Irański Korpus Strażników Rewolucji Islamskiej zapowiedział wysłanie większej liczby wojskowych doradców do Syrii. Celem sojuszniczej pomocy ma być wzmożenie wysiłków w walce z grupami terrorystycznymi, a warto pamiętać, iż przedstawiciele irańskiego wojska są obecni w Syryjskiej Republice Arabskiej niemal od początku konfliktu.
Generał brygady wojsk lądowych Korpusu Strażników Rewolucji Islamskiej Mohammad Pakpour poinformował irańskie agencje prasowe, że jego armia wyśle więcej doradców wojskowych do sojuszniczej Syrii, a pozostaną w niej także dowódcy wspierający już wcześniej Syryjską Armię Arabską. Irański wojskowy zaznaczył, iż celem zwiększenia liczby doradców jest pomoc syryjskiemu wojsku w zwalczaniu działających na jego terytorium grup terrorystycznych.
Pakpour dodał, że wojskowa pomoc doradcza z jego kraju dotyczy zarówno planowania taktycznego, jak i kwestii technicznych. Dlatego w Syrii są obecni specjaliści w różnych wojskowych dziedzinach: strategicznych, technicznych, specjalistycznych czy taktycznych.

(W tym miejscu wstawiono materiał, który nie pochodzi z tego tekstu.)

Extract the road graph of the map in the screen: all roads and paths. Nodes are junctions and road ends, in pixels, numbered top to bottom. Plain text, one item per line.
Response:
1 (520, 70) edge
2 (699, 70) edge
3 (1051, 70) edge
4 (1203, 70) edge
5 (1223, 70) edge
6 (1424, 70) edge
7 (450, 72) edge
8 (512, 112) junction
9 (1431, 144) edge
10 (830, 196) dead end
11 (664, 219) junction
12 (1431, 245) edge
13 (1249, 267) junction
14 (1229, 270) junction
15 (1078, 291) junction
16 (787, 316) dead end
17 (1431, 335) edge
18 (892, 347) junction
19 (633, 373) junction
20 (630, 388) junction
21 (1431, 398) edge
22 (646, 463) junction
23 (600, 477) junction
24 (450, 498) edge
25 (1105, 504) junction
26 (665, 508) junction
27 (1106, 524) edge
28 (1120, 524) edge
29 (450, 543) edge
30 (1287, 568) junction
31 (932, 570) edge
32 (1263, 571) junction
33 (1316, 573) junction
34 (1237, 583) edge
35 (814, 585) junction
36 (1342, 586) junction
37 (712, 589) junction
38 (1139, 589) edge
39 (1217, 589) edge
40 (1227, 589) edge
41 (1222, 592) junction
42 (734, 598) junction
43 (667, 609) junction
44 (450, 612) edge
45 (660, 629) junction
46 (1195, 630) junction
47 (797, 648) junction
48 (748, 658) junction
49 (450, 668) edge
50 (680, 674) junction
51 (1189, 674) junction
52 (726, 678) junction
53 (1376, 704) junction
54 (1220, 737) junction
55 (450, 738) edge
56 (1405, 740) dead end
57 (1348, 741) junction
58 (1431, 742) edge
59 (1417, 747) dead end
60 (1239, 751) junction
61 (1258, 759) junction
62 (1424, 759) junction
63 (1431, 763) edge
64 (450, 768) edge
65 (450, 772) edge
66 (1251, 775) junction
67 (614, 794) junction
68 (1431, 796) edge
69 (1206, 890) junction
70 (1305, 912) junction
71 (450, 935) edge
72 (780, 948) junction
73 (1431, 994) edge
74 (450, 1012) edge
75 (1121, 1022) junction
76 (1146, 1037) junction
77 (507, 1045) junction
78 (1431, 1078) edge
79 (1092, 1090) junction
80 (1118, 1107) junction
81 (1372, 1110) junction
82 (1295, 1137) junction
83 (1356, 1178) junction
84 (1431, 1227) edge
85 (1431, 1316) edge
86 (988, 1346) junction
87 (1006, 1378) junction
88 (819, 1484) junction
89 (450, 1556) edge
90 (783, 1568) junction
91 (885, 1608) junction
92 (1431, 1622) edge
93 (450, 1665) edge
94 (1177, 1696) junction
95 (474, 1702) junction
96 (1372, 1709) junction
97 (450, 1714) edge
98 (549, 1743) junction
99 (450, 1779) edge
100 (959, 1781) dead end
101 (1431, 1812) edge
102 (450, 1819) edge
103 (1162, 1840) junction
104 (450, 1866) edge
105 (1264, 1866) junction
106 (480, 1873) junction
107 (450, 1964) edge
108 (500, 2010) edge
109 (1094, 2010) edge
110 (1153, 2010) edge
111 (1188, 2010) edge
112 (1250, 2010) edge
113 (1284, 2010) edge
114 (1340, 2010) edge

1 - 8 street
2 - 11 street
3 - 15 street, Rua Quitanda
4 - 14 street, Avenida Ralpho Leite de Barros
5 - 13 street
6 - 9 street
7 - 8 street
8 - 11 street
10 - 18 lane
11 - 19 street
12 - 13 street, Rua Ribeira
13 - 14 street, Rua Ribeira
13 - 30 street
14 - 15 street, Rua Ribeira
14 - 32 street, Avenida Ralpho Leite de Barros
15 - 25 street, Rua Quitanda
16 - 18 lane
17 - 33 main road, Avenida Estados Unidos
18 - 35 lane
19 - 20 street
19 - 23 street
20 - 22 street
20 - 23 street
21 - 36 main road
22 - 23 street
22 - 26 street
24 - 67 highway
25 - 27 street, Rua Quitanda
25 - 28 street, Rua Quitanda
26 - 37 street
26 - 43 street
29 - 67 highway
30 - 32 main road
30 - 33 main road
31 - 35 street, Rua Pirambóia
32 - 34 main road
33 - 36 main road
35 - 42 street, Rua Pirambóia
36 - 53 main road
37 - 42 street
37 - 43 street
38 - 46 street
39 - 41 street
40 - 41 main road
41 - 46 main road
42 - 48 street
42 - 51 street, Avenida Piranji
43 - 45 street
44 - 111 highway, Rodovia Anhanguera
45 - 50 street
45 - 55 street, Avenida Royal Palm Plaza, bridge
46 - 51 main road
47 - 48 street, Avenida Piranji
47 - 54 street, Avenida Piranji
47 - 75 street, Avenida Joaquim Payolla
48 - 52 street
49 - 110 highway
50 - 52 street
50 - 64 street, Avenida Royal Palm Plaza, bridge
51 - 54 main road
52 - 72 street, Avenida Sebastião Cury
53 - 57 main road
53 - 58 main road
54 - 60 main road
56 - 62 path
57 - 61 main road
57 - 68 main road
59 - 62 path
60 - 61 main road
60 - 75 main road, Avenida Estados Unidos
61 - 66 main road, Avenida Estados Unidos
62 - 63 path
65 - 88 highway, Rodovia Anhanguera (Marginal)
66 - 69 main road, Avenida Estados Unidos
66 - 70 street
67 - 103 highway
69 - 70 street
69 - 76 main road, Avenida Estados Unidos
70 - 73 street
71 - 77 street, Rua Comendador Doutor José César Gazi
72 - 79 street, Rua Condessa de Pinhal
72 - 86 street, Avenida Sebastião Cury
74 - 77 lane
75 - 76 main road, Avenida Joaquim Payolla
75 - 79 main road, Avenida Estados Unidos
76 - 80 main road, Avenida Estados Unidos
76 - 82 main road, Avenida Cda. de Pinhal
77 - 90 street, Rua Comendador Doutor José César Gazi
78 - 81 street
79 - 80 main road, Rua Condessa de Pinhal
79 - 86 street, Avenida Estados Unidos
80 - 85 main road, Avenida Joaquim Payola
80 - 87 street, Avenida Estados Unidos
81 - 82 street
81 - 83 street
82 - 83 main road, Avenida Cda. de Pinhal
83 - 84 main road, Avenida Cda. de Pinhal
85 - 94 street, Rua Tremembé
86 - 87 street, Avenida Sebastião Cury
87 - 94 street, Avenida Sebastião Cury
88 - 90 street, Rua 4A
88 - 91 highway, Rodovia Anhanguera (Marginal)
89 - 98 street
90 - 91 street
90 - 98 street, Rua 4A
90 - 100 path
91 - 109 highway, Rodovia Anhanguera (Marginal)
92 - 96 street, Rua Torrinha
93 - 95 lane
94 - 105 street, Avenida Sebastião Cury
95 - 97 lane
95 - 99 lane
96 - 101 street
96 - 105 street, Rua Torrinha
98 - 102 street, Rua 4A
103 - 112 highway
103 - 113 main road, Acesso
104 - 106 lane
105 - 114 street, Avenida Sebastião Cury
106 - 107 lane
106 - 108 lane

Irański wojskowy podkreślił przy tym, że istnieje ścisła koordynacja działań pomiędzy Syryjską Armią Arabską i Korpusem Strażników Rewolucji Islamskiej.
Dowódca Korpusu zwrócił też uwagę na działalność Stanów Zjednoczonych, Arabii Saudyjskiej i Turcji, które próbują zniszczyć Syrię jako państwo znajdujące się na pierwszej linii oporu, które graniczy z Izraelem i nie jest skore do ustąpienia wobec żądań Amerykanów. Pakpour dodał, że wsparcie Iranu dla Syrii jest w tej kwestii oczywiste, bo Teheran jest znany jako główny zwolennik twardej polityki wobec izraelskiego reżimu.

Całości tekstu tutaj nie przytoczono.